• ASSIGNMENT: Whenever a line in the entries includes the word "Warraba", copy that line out.

• Stored data:
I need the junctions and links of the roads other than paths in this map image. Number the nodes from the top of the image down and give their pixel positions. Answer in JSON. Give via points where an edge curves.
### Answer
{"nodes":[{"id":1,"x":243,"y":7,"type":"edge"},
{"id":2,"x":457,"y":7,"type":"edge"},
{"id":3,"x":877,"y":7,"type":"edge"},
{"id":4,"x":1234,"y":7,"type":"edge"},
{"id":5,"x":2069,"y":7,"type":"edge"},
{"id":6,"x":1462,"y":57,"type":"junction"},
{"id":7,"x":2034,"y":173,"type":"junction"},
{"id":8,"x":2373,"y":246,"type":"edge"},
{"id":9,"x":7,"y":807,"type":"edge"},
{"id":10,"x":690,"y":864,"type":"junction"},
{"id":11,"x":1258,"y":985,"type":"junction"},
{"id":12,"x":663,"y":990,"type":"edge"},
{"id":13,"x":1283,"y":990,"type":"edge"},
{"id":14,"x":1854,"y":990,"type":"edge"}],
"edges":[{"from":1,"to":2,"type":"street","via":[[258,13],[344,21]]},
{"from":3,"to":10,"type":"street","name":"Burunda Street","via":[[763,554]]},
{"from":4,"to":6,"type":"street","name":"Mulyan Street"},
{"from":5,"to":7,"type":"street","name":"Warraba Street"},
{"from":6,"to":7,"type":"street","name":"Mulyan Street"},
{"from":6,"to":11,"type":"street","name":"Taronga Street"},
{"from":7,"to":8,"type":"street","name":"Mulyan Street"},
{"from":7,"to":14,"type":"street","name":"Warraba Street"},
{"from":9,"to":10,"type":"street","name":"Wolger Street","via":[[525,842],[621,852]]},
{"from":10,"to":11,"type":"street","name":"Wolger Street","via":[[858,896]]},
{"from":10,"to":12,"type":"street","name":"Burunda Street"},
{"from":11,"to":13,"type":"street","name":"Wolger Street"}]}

• RESULT:
{"from":5,"to":7,"type":"street","name":"Warraba Street"},
{"from":7,"to":14,"type":"street","name":"Warraba Street"},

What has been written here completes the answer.